• **DATASET RECORDS**
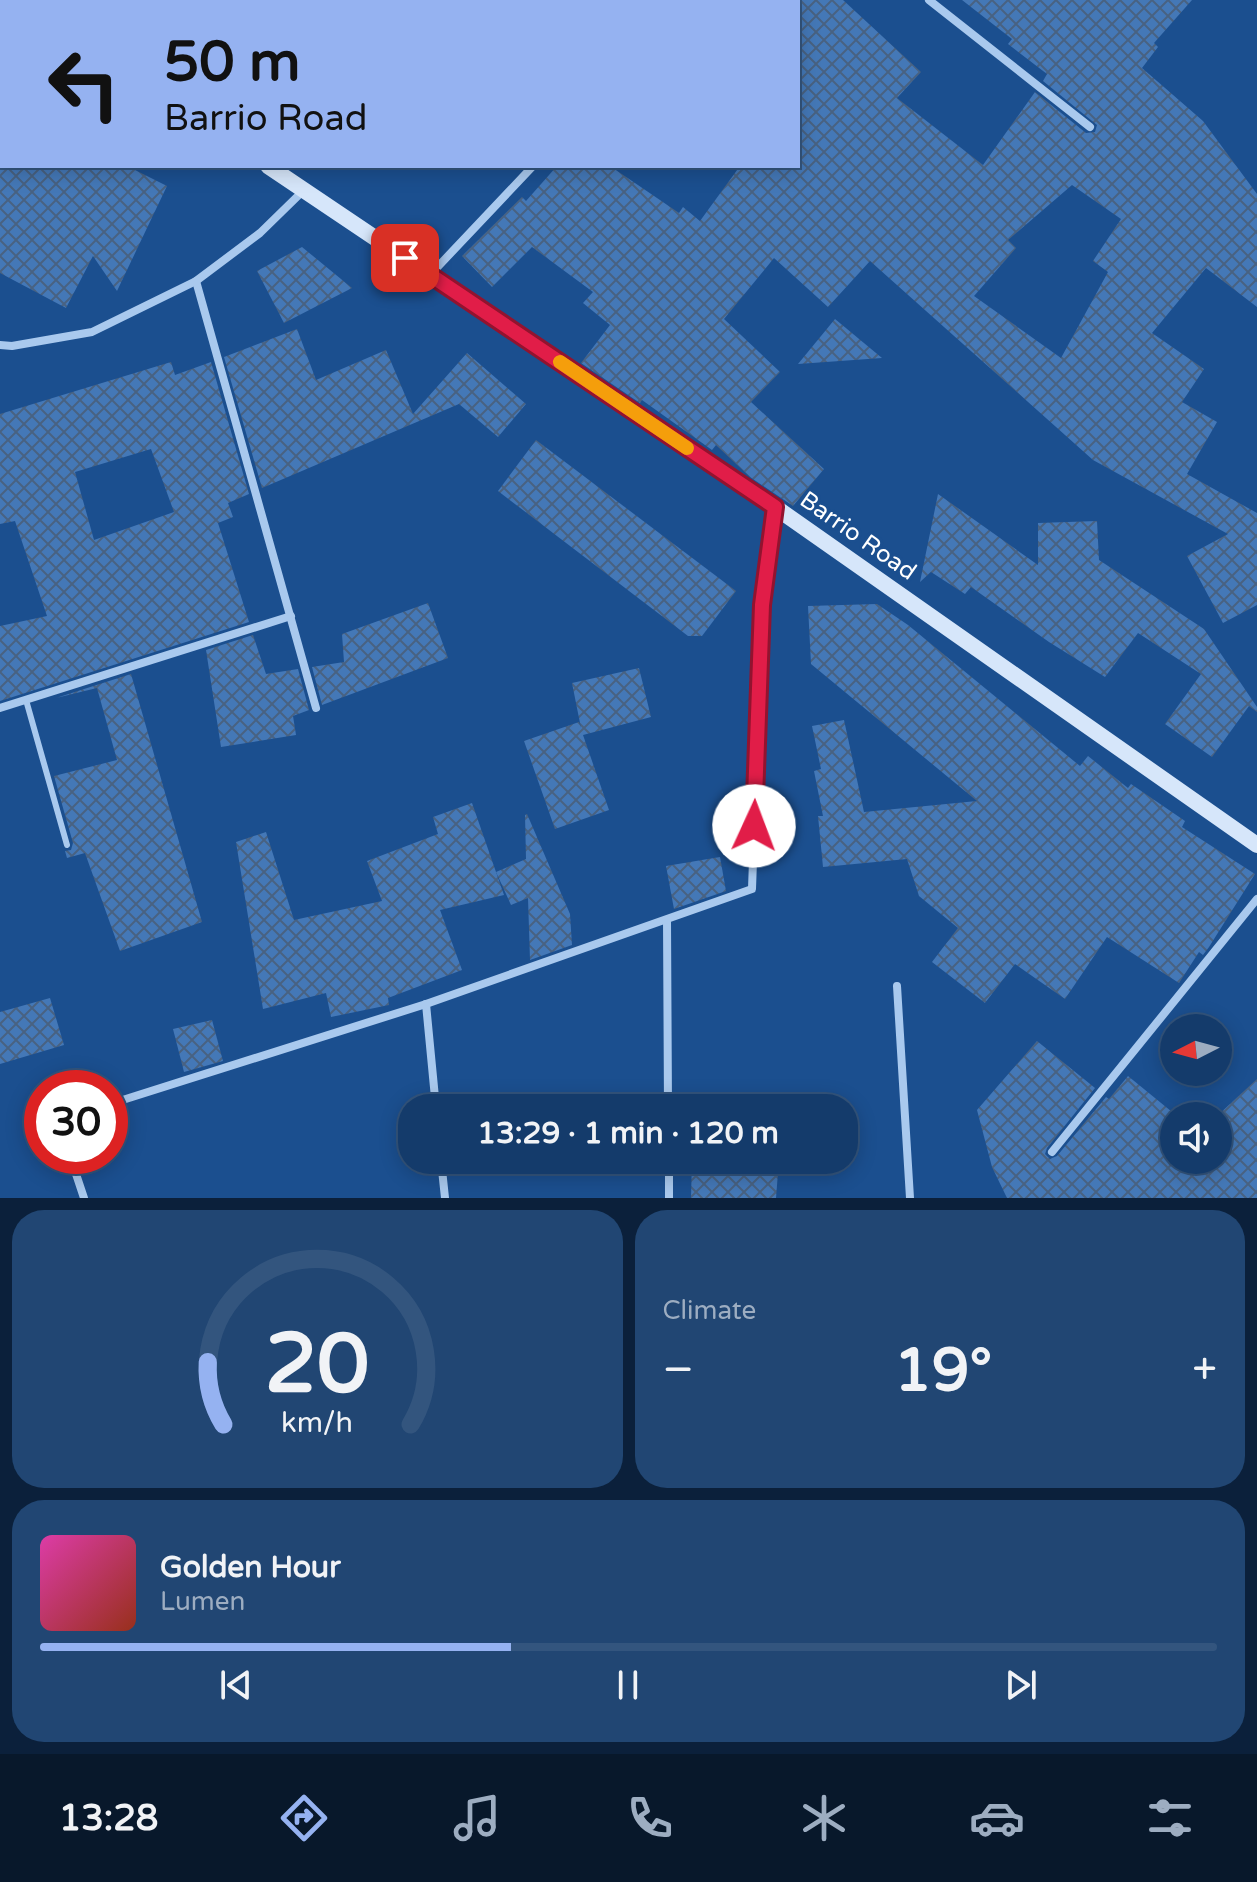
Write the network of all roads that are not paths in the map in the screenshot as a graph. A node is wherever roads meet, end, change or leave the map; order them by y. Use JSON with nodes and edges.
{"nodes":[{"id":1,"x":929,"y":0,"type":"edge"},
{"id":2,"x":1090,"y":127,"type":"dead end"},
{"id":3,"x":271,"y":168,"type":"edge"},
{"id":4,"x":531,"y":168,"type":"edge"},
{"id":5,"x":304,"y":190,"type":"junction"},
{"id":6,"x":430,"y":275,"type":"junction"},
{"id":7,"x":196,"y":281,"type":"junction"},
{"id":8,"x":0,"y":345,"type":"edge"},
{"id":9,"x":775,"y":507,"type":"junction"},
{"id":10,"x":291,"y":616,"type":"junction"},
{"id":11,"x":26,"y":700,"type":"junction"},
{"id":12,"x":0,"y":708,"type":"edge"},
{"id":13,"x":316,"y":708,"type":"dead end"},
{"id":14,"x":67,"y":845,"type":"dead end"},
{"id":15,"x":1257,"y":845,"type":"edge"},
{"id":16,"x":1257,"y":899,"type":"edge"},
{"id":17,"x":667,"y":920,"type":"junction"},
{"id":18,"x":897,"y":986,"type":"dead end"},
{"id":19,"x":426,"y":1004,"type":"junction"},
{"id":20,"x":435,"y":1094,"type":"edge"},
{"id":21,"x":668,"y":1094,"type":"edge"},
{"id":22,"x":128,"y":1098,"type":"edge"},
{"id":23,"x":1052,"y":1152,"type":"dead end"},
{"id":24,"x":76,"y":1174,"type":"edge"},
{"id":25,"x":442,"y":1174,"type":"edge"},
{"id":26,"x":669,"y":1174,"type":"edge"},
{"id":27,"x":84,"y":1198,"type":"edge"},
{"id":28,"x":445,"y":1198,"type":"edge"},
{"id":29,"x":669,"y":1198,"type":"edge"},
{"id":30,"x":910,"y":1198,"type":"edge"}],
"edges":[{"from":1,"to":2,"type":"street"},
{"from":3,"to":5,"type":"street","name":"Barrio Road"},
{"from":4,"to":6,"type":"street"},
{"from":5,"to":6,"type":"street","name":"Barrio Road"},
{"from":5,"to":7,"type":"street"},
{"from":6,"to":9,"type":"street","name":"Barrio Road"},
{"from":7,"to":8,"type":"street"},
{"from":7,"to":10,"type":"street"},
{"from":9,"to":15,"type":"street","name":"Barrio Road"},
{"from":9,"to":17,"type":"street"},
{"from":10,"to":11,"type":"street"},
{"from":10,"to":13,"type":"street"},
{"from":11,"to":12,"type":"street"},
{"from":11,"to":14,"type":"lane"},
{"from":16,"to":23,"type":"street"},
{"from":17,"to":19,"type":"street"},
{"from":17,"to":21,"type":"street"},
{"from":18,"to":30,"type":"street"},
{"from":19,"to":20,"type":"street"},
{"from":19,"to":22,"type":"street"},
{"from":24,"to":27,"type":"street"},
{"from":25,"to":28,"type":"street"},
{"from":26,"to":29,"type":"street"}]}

---

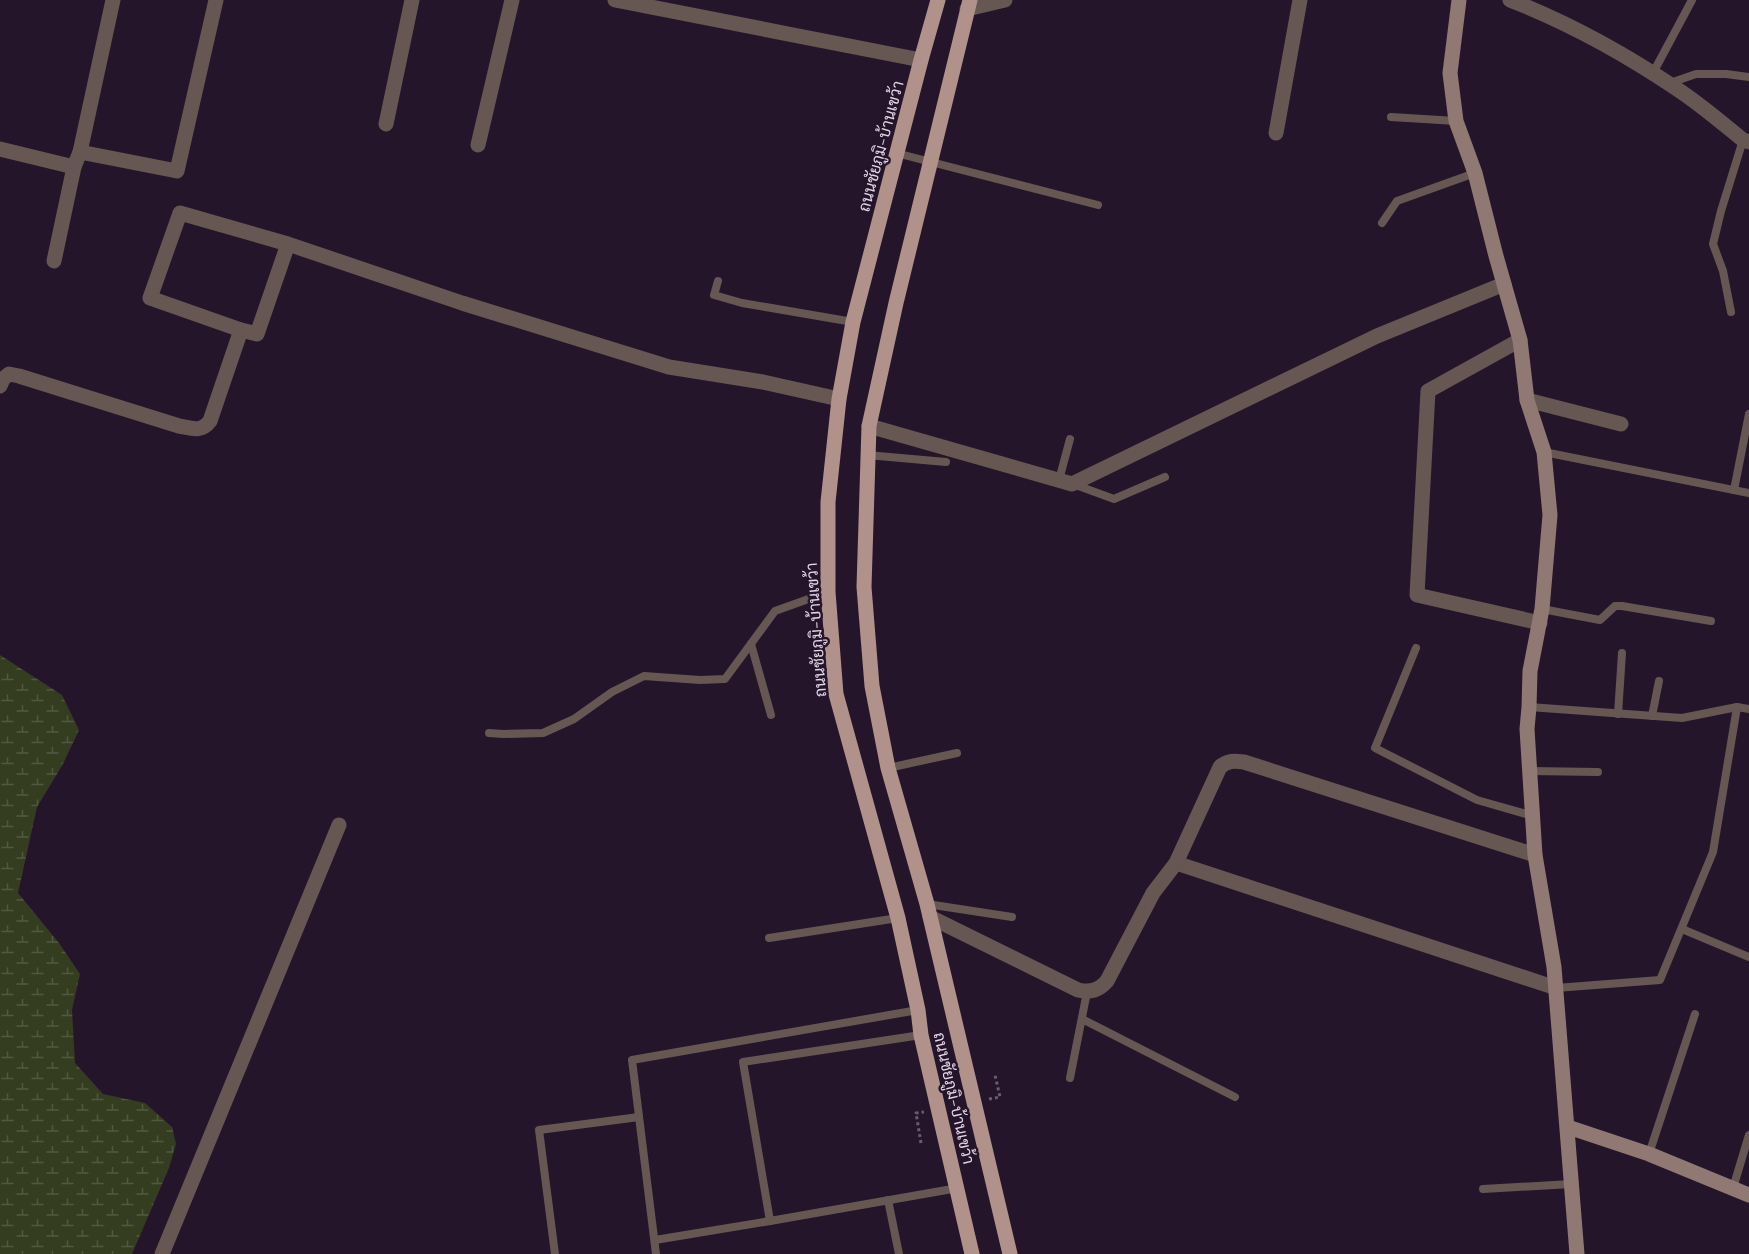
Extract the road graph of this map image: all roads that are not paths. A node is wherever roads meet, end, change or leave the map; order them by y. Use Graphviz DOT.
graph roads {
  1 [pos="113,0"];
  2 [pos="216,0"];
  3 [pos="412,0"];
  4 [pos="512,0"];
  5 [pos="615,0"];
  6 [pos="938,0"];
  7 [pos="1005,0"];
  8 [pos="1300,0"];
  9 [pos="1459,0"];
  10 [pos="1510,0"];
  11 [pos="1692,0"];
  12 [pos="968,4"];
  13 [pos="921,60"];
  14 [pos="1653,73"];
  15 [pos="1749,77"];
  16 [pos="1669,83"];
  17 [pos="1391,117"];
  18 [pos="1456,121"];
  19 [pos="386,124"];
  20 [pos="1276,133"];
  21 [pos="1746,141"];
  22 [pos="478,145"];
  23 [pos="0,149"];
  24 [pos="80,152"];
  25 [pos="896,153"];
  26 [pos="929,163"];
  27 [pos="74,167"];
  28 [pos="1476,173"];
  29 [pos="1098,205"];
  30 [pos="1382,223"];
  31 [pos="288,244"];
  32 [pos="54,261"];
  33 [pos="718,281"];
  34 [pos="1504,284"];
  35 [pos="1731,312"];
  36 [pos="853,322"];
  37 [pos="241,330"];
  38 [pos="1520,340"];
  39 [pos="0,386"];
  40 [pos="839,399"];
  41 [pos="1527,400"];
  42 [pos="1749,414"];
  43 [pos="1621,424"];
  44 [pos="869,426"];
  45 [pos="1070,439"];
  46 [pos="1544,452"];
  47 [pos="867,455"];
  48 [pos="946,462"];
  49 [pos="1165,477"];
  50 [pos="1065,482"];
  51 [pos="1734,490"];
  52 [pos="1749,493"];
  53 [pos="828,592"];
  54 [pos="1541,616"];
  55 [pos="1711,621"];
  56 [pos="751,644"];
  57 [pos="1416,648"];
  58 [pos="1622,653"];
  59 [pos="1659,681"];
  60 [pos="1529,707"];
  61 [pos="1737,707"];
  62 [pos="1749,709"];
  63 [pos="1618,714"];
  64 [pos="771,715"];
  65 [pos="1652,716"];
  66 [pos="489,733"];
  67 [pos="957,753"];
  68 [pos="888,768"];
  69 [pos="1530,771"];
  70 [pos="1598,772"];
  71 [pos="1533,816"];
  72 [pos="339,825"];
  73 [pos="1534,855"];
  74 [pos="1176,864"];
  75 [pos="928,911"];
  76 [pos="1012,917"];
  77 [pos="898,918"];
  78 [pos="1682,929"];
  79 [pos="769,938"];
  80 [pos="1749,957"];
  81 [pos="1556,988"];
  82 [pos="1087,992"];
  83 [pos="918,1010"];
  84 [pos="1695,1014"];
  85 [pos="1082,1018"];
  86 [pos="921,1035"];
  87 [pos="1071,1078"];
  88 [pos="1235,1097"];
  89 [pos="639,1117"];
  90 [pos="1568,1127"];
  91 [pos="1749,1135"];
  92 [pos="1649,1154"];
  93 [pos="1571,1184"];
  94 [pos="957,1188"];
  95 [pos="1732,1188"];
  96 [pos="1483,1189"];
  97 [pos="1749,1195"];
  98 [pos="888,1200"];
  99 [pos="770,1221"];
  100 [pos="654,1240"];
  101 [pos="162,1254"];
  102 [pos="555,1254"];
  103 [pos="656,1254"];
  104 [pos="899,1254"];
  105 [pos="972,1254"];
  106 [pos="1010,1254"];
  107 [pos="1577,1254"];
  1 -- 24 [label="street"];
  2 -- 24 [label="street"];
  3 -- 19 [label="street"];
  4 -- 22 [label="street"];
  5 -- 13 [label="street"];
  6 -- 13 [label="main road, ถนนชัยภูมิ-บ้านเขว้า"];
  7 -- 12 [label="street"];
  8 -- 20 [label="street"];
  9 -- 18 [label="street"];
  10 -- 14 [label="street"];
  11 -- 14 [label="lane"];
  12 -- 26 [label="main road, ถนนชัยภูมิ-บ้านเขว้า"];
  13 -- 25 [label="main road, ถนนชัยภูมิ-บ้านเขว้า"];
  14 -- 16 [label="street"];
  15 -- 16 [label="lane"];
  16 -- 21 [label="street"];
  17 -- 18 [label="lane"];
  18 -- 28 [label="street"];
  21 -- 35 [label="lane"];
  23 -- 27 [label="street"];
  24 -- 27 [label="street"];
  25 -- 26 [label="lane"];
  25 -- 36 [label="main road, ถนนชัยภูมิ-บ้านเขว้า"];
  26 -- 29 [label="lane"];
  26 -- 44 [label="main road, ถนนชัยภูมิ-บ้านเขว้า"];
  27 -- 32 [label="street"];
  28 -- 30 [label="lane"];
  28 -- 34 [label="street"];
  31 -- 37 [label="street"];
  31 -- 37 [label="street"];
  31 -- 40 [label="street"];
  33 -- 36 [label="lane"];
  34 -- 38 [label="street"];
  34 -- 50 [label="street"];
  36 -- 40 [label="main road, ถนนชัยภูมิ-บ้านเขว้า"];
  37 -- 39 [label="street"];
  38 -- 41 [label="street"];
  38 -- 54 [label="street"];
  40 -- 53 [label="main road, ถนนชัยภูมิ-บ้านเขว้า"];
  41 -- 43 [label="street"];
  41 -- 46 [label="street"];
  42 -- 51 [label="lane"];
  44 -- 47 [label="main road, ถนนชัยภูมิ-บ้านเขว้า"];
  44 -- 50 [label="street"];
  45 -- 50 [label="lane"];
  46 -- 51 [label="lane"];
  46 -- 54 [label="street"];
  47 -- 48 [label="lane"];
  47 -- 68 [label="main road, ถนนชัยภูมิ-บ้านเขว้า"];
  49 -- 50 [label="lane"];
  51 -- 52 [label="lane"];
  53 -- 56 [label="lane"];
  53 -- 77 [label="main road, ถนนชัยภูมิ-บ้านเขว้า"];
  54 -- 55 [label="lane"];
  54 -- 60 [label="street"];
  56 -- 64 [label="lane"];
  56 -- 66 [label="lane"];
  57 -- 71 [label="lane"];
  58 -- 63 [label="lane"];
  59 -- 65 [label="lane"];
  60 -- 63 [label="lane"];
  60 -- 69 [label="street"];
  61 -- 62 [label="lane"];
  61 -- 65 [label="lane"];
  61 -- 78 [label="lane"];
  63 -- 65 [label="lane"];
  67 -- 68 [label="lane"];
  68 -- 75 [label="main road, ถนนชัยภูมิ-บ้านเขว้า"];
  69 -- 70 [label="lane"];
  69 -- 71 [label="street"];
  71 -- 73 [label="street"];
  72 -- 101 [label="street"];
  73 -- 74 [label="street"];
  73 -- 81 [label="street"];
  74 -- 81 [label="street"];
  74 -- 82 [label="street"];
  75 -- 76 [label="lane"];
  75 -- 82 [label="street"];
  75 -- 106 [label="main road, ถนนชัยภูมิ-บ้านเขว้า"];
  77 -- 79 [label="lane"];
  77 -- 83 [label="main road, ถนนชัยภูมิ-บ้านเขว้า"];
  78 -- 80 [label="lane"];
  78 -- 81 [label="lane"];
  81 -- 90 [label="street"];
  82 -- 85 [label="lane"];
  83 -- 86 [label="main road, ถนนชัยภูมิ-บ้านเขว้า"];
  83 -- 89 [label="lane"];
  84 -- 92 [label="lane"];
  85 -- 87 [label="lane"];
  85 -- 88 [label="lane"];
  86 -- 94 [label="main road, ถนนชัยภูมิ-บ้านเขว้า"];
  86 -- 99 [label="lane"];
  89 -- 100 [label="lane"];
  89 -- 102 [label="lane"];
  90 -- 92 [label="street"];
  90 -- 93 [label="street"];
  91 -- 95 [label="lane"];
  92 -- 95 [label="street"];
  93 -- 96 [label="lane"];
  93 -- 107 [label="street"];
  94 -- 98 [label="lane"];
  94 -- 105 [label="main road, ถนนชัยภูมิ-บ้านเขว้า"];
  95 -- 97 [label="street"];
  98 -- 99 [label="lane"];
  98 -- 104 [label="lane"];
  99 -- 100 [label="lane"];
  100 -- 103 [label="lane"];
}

• **WHAT TO WORK ON**
Please find all lines of the entries that hold the string "paths" and copy them.

• **TASK SOLUTION**
Write the network of all roads that are not paths in the map in the screenshot as a graph. A node is wherever roads meet, end, change or leave the map; order them by y. Use JSON with nodes and edges.
Extract the road graph of this map image: all roads that are not paths. A node is wherever roads meet, end, change or leave the map; order them by y. Use Graphviz DOT.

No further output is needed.